=== Problem statement ===
An exact reprint of the listing is required, with no pictures included.

(Beginning of Records for processing)

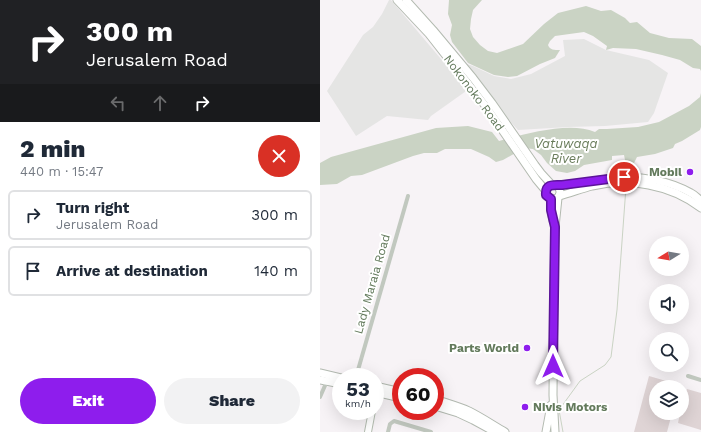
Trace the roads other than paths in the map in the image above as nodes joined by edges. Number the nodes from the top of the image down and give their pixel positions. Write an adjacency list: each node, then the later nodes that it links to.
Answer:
1 (397, 0): 3 (main road, Nokonoko Road)
2 (406, 0): 3 (main road, Nokonoko Road)
3 (444, 48): 4 (main road, Nokonoko Road)
4 (524, 154): 5 (main road, Nokonoko Road); 6 (main road, Nokonoko Road)
5 (553, 185): 6 (main road); 8 (main road); 9 (main road)
6 (546, 191): 8 (main road)
7 (408, 196): 11 (street, Lady Maraia Road)
8 (556, 198): 10 (main road); 17 (main road)
9 (701, 201)
10 (701, 208)
11 (359, 368)
12 (320, 373): 13 (main road)
13 (332, 376)
14 (688, 376): 16 (street)
15 (324, 380): 18 (street)
16 (701, 380)
17 (553, 395): 27 (main road); 28 (main road)
18 (320, 397)
19 (444, 402): 26 (main road)
20 (444, 409): 25 (main road)
21 (370, 420): 22 (main road)
22 (368, 432)
23 (388, 432): 24 (street)
24 (430, 432)
25 (495, 432)
26 (505, 432)
27 (546, 432)
28 (555, 432)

(End of Records for processing)

=== Result ===
Trace the roads other than paths in the map in the image above as nodes joined by edges. Number the nodes from the top of the image down and give their pixel positions. Write an adjacency list: each node, then the later nodes that it links to.
Answer:
1 (397, 0): 3 (main road, Nokonoko Road)
2 (406, 0): 3 (main road, Nokonoko Road)
3 (444, 48): 4 (main road, Nokonoko Road)
4 (524, 154): 5 (main road, Nokonoko Road); 6 (main road, Nokonoko Road)
5 (553, 185): 6 (main road); 8 (main road); 9 (main road)
6 (546, 191): 8 (main road)
7 (408, 196): 11 (street, Lady Maraia Road)
8 (556, 198): 10 (main road); 17 (main road)
9 (701, 201)
10 (701, 208)
11 (359, 368)
12 (320, 373): 13 (main road)
13 (332, 376)
14 (688, 376): 16 (street)
15 (324, 380): 18 (street)
16 (701, 380)
17 (553, 395): 27 (main road); 28 (main road)
18 (320, 397)
19 (444, 402): 26 (main road)
20 (444, 409): 25 (main road)
21 (370, 420): 22 (main road)
22 (368, 432)
23 (388, 432): 24 (street)
24 (430, 432)
25 (495, 432)
26 (505, 432)
27 (546, 432)
28 (555, 432)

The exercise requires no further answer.